After nearly fifteen years of moderate fame, the chess game that fate plays with Murray Head’s career comes to a turn. Tim Rice, once again, was working on the lyrics for Chess, and remembered his pupil Murray Head, to whom he would entrust (this time also in theatres) the role of the American player.
Chess told a great metaphor on the theme of the Cold War through a world chess championship match played by a Russian player and an American player. In the real world, the world champion in charge and the challenger who emerges from the global selections play several dozen games over a period that often lasts for many months, until one of them achieves a pre-established number of victories (but given the level of the players the most common result is a draw).
These endless tournaments took place more or less every three years, often between a Russian and an American chess master (but in some cases both were Russians). The tournaments often took place in Moscow, but other times they took place in unusual places, such as Iceland in 1972, the Philippines in 1975 and 1978, or Merano, in Italy, in 1981. And all these places are in fact mentioned in the song, set precisely on the eve of a hypothetical clash between the fictitious Russian champion Anatoly Sergievsky, and the American champion Freddie Trumper, played by Murray Head.
Was director Tim Rice perhaps inspired by the great masters of those years such as the American Bobby Fischer or the Russians Korchnoj and Karpov? Almost certainly he was, but he did not want to tell their personal stories, but rather to recreate the atmosphere of the Cold War through the metaphor of chess. In the musical, the series of matches that is about to begin will take place in Bangkok, the capital of Thailand (which has never actually hosted this kind of event).
Bangkok however, we know, is certainly a city symbol of art, culture and wonderful natural scenery, but it is also synonymous with voluptuousness, pleasure, perdition. In short, the ideal place where chess masters can lose concentration, not only in bars and massage centers, but also in tournament venues, especially if a lady in the staff of one of the champions falls in love with the opponent, as it happens in the musical.

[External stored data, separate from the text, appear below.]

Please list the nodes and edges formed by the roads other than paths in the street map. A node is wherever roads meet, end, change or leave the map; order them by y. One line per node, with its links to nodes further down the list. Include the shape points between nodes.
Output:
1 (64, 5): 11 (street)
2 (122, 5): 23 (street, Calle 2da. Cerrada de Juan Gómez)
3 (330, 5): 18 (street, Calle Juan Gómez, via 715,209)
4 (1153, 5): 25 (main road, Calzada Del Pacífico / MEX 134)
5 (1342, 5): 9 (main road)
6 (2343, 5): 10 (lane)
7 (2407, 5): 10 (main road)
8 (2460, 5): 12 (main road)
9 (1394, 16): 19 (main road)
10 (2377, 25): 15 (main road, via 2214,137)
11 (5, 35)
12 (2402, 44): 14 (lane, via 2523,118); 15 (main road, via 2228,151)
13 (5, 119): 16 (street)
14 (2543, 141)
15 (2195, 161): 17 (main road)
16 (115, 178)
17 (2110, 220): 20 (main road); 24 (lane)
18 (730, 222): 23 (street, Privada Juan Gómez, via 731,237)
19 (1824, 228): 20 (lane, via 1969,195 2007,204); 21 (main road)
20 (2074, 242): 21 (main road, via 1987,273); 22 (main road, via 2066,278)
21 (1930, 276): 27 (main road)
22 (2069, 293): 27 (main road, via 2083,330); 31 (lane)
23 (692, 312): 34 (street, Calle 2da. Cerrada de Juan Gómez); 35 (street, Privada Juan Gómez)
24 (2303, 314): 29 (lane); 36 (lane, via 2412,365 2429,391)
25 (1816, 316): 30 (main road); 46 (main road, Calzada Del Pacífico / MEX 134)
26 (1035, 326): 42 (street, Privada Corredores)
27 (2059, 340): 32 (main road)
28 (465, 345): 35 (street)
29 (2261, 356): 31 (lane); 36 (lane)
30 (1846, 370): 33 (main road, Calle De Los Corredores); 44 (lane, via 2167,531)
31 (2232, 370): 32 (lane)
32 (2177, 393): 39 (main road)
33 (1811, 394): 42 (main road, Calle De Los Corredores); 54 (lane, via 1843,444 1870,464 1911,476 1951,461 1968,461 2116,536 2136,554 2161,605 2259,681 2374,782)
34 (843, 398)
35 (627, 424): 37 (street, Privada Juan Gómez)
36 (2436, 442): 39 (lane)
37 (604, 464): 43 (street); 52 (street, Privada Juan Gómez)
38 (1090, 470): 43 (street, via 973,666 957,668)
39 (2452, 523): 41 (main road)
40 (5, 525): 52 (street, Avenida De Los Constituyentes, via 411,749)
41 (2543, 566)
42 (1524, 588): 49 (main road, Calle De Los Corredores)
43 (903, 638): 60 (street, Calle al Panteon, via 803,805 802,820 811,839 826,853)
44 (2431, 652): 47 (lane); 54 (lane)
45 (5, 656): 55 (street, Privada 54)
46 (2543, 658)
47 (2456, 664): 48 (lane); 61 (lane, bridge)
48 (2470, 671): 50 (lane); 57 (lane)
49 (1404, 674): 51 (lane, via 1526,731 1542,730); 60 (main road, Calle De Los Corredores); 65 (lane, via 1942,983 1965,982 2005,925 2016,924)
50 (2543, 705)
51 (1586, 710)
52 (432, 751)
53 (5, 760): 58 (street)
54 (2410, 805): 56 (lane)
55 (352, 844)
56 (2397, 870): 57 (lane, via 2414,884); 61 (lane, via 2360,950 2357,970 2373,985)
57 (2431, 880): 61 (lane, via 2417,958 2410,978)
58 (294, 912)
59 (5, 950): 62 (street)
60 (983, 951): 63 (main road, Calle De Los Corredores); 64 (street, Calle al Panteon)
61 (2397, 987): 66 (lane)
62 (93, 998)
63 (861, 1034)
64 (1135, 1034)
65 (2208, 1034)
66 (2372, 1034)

The lyrics of the song actually always balance on the edge of a double meaning, not so much with regards to the Cold War, but rather for the contrast between the rigorous world of chess and a city reality made up of sensuality and temptations. The American champion Freddie is certainly aware and intrigued by a reality, as he himself says, of bars, temples, massage parlours, in a city that he still considers crowded, polluted and stinking.
And even if he declares that he prefers cerebral fitness to old sacred and muddy rivers or the statues of reclining Buddhas, the refrain takes us back to a continuous dilemma between carnality and history, where it is very easy to come across gods and goddesses, often not so distant in substance, let’s say, considering that in Thai culture the so-called “third sex” is absolutely recognized through transgender identity, even if the issue is much more complicated and today the term “kathoey” becomes increasingly limiting and obsolete.
One Night in Bangkok had significant problems in Thailand, and was censored for its lyrics, and for how Freddie\Murray Head seemed to mock sacred rivers, temples and other elements of Thai reality, including the use of the name Siam and the reference to Yul Brinner who had played the King of Siam in another musical and in the film that was based on it, The King and I.
One of the characteristics of the song that I appreciated most was the fact that Murray Head was not singing, but rapping, a style that was really fascinating and which was still quite rare in 1984, especially in Europe, where we only had some examples with Falco and the resounding success of Der Kommissar or with Captain Sensible with his wacky Wot.
In the choruses, however, the main singing voice is not Murray Head, but the Swedish singer Anders Glenmark, a great collaborator of ABBA. The musician who plays the characteristic flute solo during the song is also Swedish, Björn Lindh, who among other things managed to get a surname with a punctuation mark approved, becoming “Björn J:son Lindh”.
The video is a real teaser for the musical (which however would be released almost two years later), with Murray Head singing amidst choreographies of temples, chess, all in a context of sensuality. A very modern video, if we think that it was shot in 1984, and without huge special effects it certainly manages to evoke exotic and dreamlike atmospheres. The video was directed by English director David G. Hillier, who later directed some episodes of series in Great Britain, as well as some episodes of Teletubbies.
The following year, One Night in Bangkok was also recorded by the Canadian singer Louise Robey, in a slightly sweeter version than Murray Head’s, and with a video that still recalled the sensual atmospheres described in the song.
In short, Murray Head found himself experiencing well-deserved success thanks to a very particular song and story, but with his experience and talent he managed to make One Night in Bangkok one of the songs that really gave a particular atmosphere to the most beautiful of all decades!